• Required work
If a line in the material below has the string "TIDEWATER", copy it out.

• Available data
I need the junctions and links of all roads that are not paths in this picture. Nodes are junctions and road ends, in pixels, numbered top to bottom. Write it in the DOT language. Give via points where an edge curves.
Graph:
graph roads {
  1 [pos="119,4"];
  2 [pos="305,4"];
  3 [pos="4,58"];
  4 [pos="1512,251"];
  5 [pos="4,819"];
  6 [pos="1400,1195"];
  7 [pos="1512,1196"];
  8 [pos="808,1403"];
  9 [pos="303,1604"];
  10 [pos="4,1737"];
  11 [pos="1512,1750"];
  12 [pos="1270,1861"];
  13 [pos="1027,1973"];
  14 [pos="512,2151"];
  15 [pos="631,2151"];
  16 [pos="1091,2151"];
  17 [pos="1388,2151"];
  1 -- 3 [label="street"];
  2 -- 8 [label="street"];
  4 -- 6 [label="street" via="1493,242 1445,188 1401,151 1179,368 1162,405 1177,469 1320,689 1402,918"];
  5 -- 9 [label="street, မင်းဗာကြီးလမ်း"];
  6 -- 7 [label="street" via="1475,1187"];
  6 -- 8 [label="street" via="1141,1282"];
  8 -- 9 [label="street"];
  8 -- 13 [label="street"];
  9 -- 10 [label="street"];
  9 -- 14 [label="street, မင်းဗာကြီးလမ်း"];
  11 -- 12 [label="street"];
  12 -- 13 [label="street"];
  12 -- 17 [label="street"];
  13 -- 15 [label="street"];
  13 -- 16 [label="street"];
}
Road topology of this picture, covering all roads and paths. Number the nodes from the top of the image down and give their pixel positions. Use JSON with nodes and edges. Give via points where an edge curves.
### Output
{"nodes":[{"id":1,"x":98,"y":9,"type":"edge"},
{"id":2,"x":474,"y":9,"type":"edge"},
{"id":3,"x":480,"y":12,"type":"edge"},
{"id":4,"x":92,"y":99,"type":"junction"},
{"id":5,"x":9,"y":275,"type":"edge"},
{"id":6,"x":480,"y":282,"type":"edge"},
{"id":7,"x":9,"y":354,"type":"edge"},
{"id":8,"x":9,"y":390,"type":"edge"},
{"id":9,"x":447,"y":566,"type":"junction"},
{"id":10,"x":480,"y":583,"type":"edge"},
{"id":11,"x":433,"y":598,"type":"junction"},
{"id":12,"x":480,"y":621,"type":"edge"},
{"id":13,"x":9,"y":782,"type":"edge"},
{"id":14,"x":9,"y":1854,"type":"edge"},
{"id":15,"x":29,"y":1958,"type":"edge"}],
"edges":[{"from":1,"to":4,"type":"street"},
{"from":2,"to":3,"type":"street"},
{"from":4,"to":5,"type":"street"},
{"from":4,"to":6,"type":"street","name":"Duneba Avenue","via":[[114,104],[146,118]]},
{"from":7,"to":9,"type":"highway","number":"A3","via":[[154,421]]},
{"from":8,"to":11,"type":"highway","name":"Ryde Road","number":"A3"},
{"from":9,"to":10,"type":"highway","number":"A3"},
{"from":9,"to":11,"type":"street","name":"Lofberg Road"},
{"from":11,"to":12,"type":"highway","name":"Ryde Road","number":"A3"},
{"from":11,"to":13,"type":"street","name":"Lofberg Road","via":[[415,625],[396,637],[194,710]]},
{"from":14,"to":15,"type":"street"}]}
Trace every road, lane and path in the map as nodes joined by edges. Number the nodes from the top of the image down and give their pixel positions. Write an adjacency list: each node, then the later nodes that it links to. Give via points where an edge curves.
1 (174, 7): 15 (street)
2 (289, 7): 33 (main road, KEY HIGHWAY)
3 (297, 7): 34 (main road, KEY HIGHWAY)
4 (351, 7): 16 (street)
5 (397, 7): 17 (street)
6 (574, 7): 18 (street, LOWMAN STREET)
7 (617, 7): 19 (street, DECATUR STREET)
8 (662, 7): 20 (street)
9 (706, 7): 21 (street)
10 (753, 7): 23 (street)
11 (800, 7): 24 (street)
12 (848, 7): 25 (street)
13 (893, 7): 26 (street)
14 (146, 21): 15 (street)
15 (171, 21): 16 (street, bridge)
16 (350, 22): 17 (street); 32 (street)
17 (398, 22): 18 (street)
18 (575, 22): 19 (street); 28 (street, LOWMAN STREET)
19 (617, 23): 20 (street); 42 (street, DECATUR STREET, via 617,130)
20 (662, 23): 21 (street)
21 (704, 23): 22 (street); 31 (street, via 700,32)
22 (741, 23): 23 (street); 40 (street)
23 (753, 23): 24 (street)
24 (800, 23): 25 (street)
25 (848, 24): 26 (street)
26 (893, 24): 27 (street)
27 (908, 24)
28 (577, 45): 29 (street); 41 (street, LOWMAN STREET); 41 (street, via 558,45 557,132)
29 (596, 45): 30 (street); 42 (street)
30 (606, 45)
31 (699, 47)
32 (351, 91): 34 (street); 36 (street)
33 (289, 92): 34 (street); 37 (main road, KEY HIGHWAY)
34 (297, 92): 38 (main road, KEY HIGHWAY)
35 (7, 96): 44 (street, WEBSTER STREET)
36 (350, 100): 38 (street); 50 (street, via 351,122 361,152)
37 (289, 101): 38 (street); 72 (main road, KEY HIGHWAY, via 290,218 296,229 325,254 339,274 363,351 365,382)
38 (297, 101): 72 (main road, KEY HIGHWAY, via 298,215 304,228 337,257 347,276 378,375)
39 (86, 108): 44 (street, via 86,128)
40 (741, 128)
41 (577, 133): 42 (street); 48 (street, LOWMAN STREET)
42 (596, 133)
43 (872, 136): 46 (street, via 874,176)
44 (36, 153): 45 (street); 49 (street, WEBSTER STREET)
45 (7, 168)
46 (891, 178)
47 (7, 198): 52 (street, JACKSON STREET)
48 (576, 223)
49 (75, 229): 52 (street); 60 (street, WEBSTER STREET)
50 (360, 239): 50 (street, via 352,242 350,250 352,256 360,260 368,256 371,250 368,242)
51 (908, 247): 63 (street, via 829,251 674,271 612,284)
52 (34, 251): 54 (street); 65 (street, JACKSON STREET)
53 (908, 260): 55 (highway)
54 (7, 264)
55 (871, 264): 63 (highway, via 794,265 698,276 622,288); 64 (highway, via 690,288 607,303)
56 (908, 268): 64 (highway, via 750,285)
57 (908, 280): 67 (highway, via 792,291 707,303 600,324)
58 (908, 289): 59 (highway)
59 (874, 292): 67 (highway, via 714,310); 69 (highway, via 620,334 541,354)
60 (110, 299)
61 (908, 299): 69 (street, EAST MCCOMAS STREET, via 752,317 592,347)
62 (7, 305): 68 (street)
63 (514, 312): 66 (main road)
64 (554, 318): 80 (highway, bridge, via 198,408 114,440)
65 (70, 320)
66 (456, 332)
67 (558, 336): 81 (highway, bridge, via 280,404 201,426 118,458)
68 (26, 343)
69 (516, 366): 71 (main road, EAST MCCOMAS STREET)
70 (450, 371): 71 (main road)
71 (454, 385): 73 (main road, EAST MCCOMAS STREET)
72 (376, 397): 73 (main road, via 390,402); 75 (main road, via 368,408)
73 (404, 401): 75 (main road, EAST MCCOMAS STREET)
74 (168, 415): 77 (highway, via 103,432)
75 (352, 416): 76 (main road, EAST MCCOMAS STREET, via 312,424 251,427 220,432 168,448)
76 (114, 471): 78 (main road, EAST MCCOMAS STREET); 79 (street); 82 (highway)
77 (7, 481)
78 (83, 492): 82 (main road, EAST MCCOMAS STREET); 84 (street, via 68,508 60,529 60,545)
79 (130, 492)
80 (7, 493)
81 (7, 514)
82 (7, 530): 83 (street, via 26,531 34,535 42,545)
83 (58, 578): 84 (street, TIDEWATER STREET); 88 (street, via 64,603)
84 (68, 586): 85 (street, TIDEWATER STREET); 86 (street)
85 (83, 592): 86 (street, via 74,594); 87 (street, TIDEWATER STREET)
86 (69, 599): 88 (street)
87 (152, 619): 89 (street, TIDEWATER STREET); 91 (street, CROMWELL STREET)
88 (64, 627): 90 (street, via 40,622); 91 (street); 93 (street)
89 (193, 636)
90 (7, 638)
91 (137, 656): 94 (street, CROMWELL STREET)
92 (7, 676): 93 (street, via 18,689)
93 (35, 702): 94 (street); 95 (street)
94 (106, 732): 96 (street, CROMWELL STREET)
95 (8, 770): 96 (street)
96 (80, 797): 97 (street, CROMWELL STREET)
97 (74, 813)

• Result of the task
83 (58, 578): 84 (street, TIDEWATER STREET); 88 (street, via 64,603)
84 (68, 586): 85 (street, TIDEWATER STREET); 86 (street)
85 (83, 592): 86 (street, via 74,594); 87 (street, TIDEWATER STREET)
87 (152, 619): 89 (street, TIDEWATER STREET); 91 (street, CROMWELL STREET)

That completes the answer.